Exercise aim: Transcribe every entry that follows, word for word, and omit the images.

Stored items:

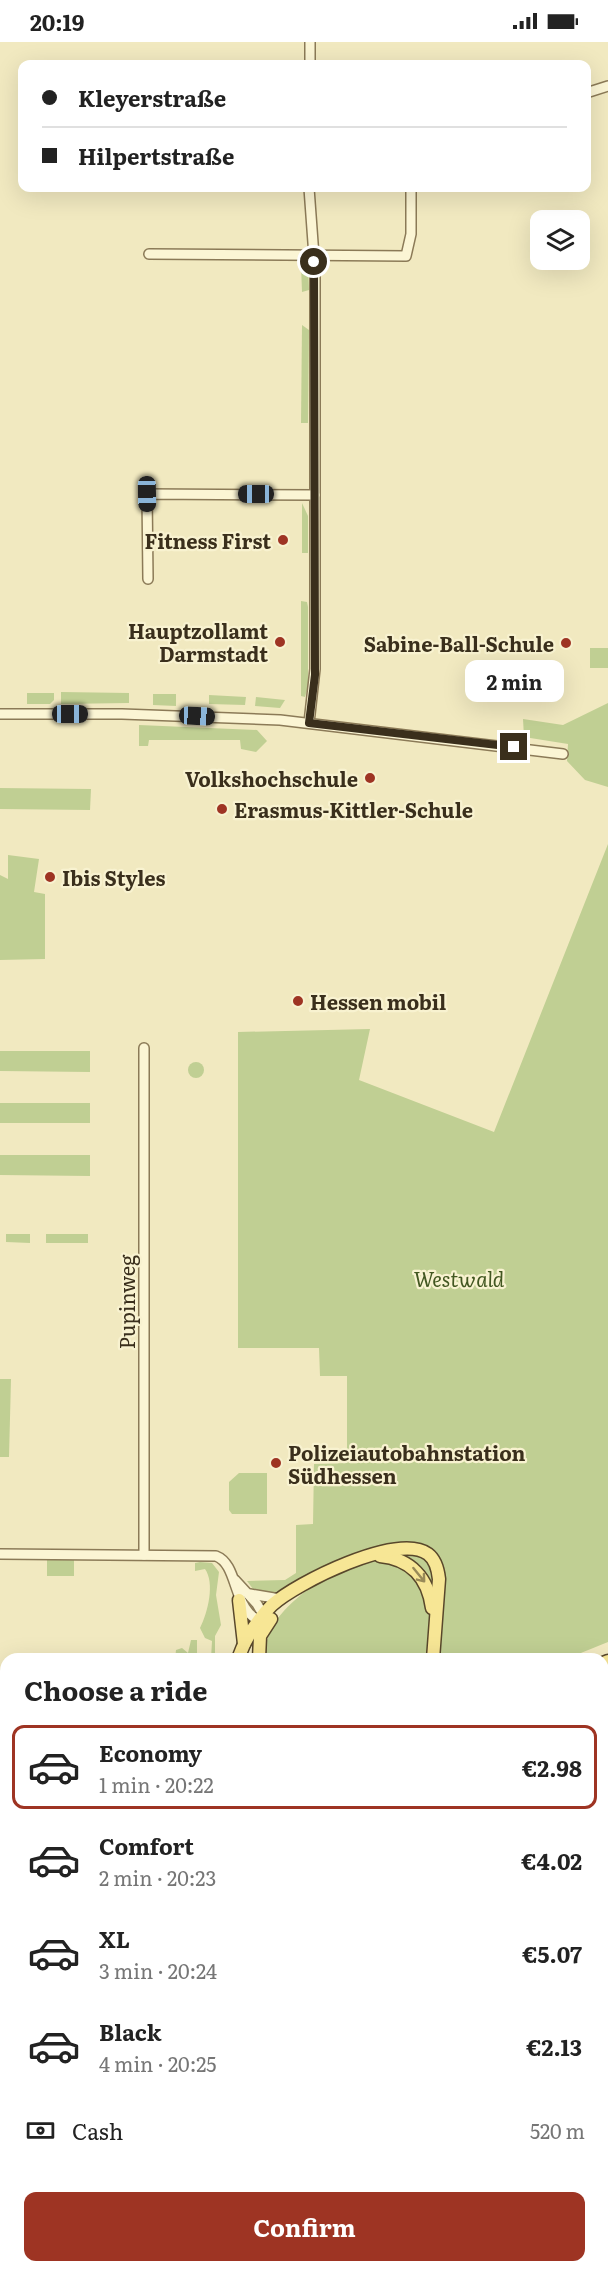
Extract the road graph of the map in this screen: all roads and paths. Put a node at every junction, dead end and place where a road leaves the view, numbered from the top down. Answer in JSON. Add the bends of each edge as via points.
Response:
{"nodes":[{"id":1,"x":310,"y":42,"type":"edge"},
{"id":2,"x":309,"y":60,"type":"edge"},
{"id":3,"x":608,"y":86,"type":"edge"},
{"id":4,"x":591,"y":91,"type":"edge"},
{"id":5,"x":309,"y":192,"type":"edge"},
{"id":6,"x":411,"y":192,"type":"edge"},
{"id":7,"x":149,"y":254,"type":"dead end"},
{"id":8,"x":313,"y":255,"type":"junction"},
{"id":9,"x":315,"y":495,"type":"junction"},
{"id":10,"x":148,"y":579,"type":"dead end"},
{"id":11,"x":0,"y":714,"type":"edge"},
{"id":12,"x":309,"y":723,"type":"junction"},
{"id":13,"x":564,"y":754,"type":"dead end"},
{"id":14,"x":144,"y":1048,"type":"dead end"},
{"id":15,"x":0,"y":1554,"type":"edge"},
{"id":16,"x":144,"y":1555,"type":"junction"},
{"id":17,"x":370,"y":1556,"type":"junction"},
{"id":18,"x":311,"y":1581,"type":"junction"},
{"id":19,"x":244,"y":1597,"type":"junction"},
{"id":20,"x":280,"y":1599,"type":"junction"},
{"id":21,"x":263,"y":1620,"type":"junction"},
{"id":22,"x":434,"y":1626,"type":"junction"},
{"id":23,"x":244,"y":1644,"type":"junction"},
{"id":24,"x":240,"y":1653,"type":"edge"},
{"id":25,"x":259,"y":1653,"type":"edge"},
{"id":26,"x":433,"y":1653,"type":"edge"}],
"edges":[{"from":1,"to":2,"type":"street"},
{"from":3,"to":4,"type":"street"},
{"from":5,"to":8,"type":"street"},
{"from":6,"to":8,"type":"street","via":[[411,234],[406,256]]},
{"from":7,"to":8,"type":"street"},
{"from":8,"to":9,"type":"street"},
{"from":9,"to":10,"type":"street","via":[[147,494]]},
{"from":9,"to":12,"type":"street","via":[[315,675]]},
{"from":11,"to":12,"type":"street","via":[[197,716]]},
{"from":12,"to":13,"type":"street"},
{"from":14,"to":16,"type":"street","name":"Pupinweg"},
{"from":15,"to":16,"type":"street"},
{"from":16,"to":19,"type":"street","via":[[216,1556],[224,1560]]},
{"from":17,"to":18,"type":"main road"},
{"from":17,"to":22,"type":"main road","one_way":true,"via":[[392,1558],[414,1568],[428,1587]]},
{"from":17,"to":22,"type":"main road","via":[[407,1548],[431,1557],[439,1579]]},
{"from":18,"to":20,"type":"main road"},
{"from":18,"to":21,"type":"main road"},
{"from":19,"to":20,"type":"street"},
{"from":19,"to":21,"type":"street","via":[[249,1614]]},
{"from":19,"to":23,"type":"main road"},
{"from":20,"to":21,"type":"main road"},
{"from":21,"to":23,"type":"main road"},
{"from":21,"to":25,"type":"main road"},
{"from":22,"to":26,"type":"main road"},
{"from":23,"to":24,"type":"main road"}]}
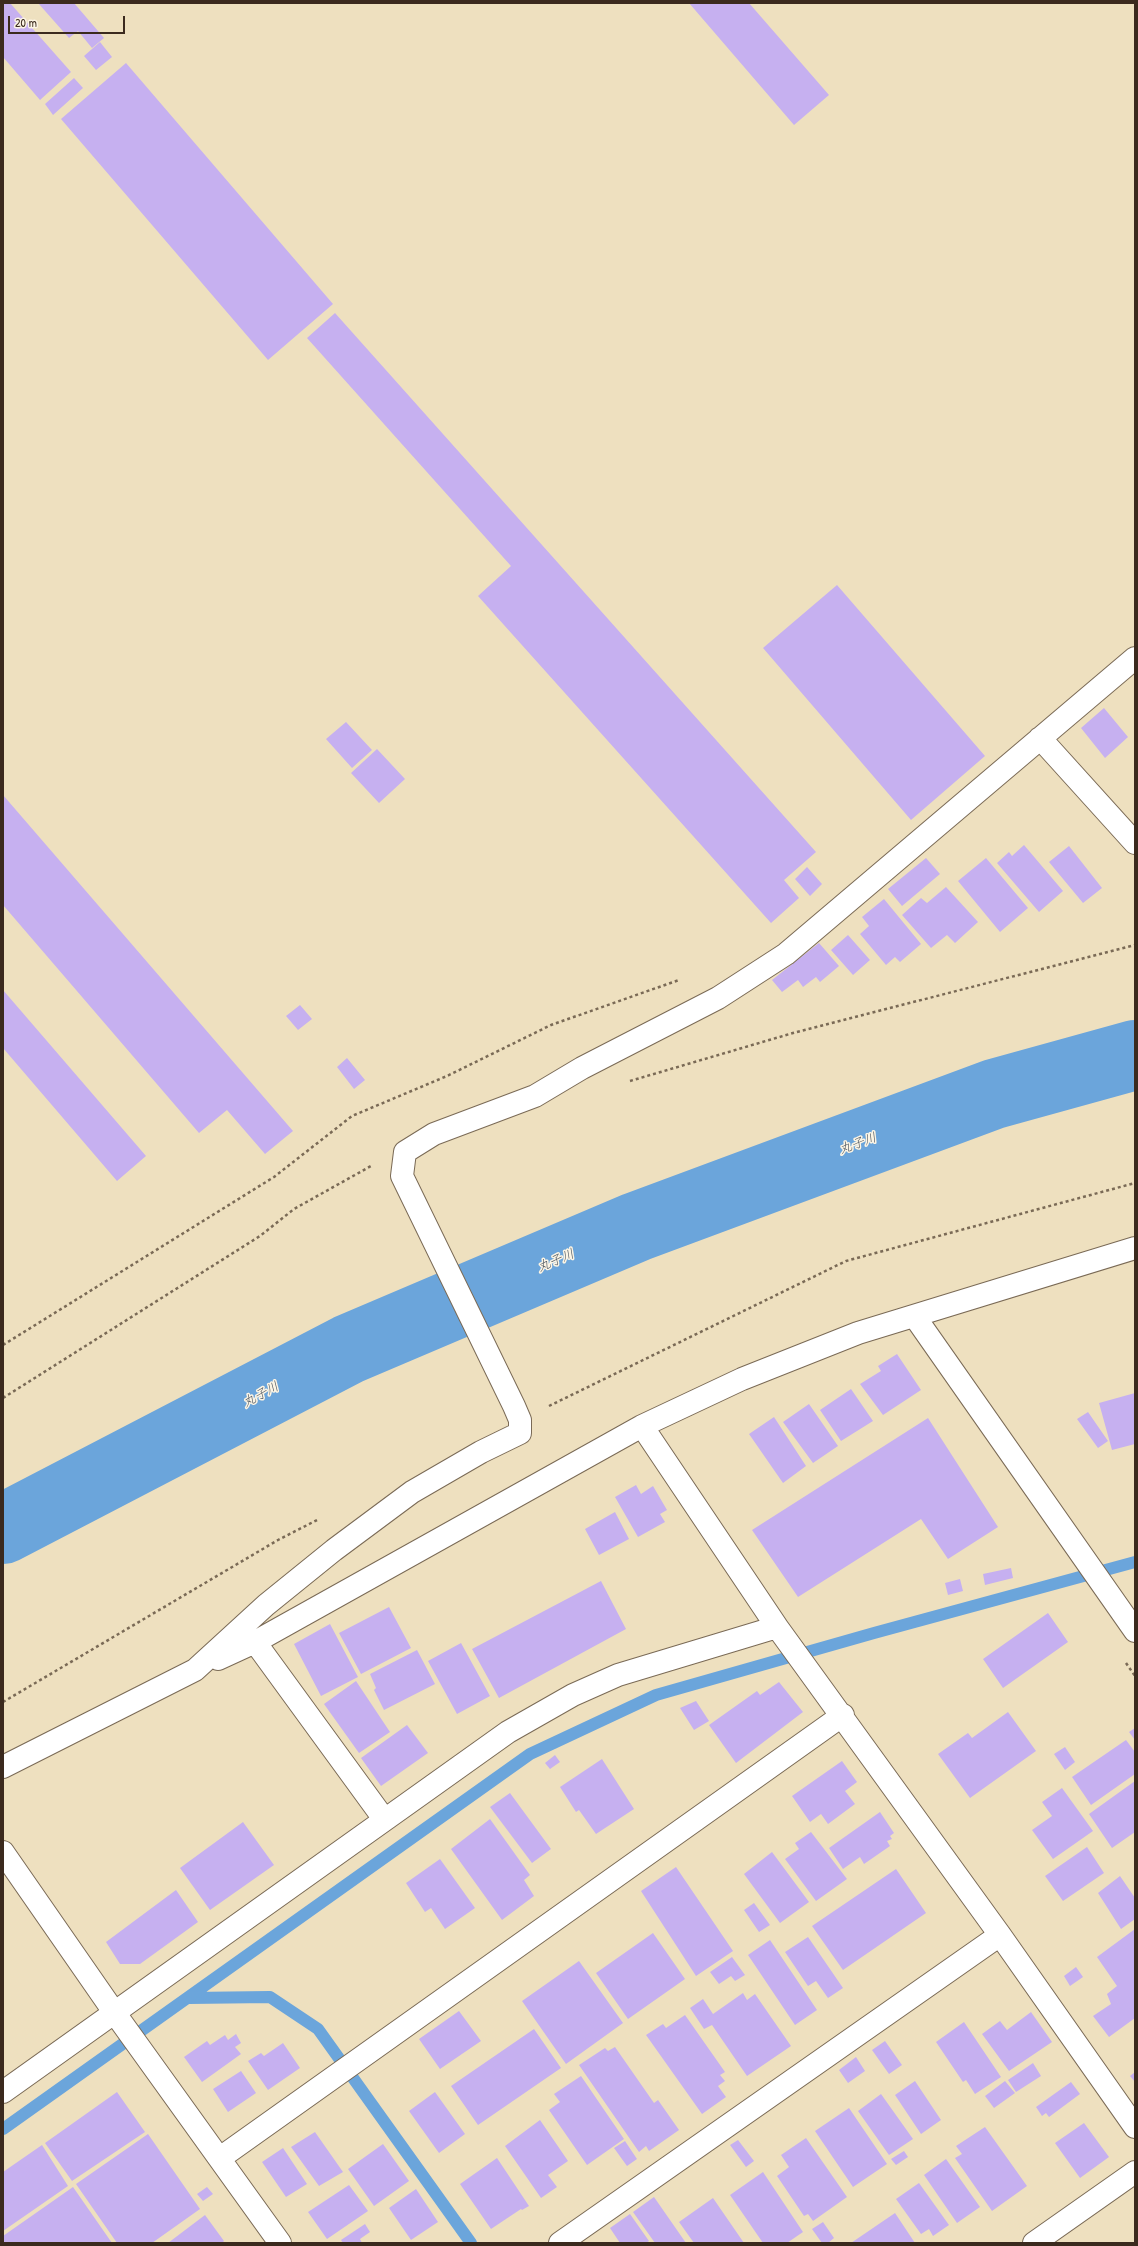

Answer space:
Extract the road graph of the map in this screen: all roads and paths. Put a node at every junction, dead end and place where a road leaves the view, numbered from the top down. Answer in JSON. Add the bends of each edge as via points.
Response:
{"nodes":[{"id":1,"x":310,"y":42,"type":"edge"},
{"id":2,"x":309,"y":60,"type":"edge"},
{"id":3,"x":608,"y":86,"type":"edge"},
{"id":4,"x":591,"y":91,"type":"edge"},
{"id":5,"x":309,"y":192,"type":"edge"},
{"id":6,"x":411,"y":192,"type":"edge"},
{"id":7,"x":149,"y":254,"type":"dead end"},
{"id":8,"x":313,"y":255,"type":"junction"},
{"id":9,"x":315,"y":495,"type":"junction"},
{"id":10,"x":148,"y":579,"type":"dead end"},
{"id":11,"x":0,"y":714,"type":"edge"},
{"id":12,"x":309,"y":723,"type":"junction"},
{"id":13,"x":564,"y":754,"type":"dead end"},
{"id":14,"x":144,"y":1048,"type":"dead end"},
{"id":15,"x":0,"y":1554,"type":"edge"},
{"id":16,"x":144,"y":1555,"type":"junction"},
{"id":17,"x":370,"y":1556,"type":"junction"},
{"id":18,"x":311,"y":1581,"type":"junction"},
{"id":19,"x":244,"y":1597,"type":"junction"},
{"id":20,"x":280,"y":1599,"type":"junction"},
{"id":21,"x":263,"y":1620,"type":"junction"},
{"id":22,"x":434,"y":1626,"type":"junction"},
{"id":23,"x":244,"y":1644,"type":"junction"},
{"id":24,"x":240,"y":1653,"type":"edge"},
{"id":25,"x":259,"y":1653,"type":"edge"},
{"id":26,"x":433,"y":1653,"type":"edge"}],
"edges":[{"from":1,"to":2,"type":"street"},
{"from":3,"to":4,"type":"street"},
{"from":5,"to":8,"type":"street"},
{"from":6,"to":8,"type":"street","via":[[411,234],[406,256]]},
{"from":7,"to":8,"type":"street"},
{"from":8,"to":9,"type":"street"},
{"from":9,"to":10,"type":"street","via":[[147,494]]},
{"from":9,"to":12,"type":"street","via":[[315,675]]},
{"from":11,"to":12,"type":"street","via":[[197,716]]},
{"from":12,"to":13,"type":"street"},
{"from":14,"to":16,"type":"street","name":"Pupinweg"},
{"from":15,"to":16,"type":"street"},
{"from":16,"to":19,"type":"street","via":[[216,1556],[224,1560]]},
{"from":17,"to":18,"type":"main road"},
{"from":17,"to":22,"type":"main road","one_way":true,"via":[[392,1558],[414,1568],[428,1587]]},
{"from":17,"to":22,"type":"main road","via":[[407,1548],[431,1557],[439,1579]]},
{"from":18,"to":20,"type":"main road"},
{"from":18,"to":21,"type":"main road"},
{"from":19,"to":20,"type":"street"},
{"from":19,"to":21,"type":"street","via":[[249,1614]]},
{"from":19,"to":23,"type":"main road"},
{"from":20,"to":21,"type":"main road"},
{"from":21,"to":23,"type":"main road"},
{"from":21,"to":25,"type":"main road"},
{"from":22,"to":26,"type":"main road"},
{"from":23,"to":24,"type":"main road"}]}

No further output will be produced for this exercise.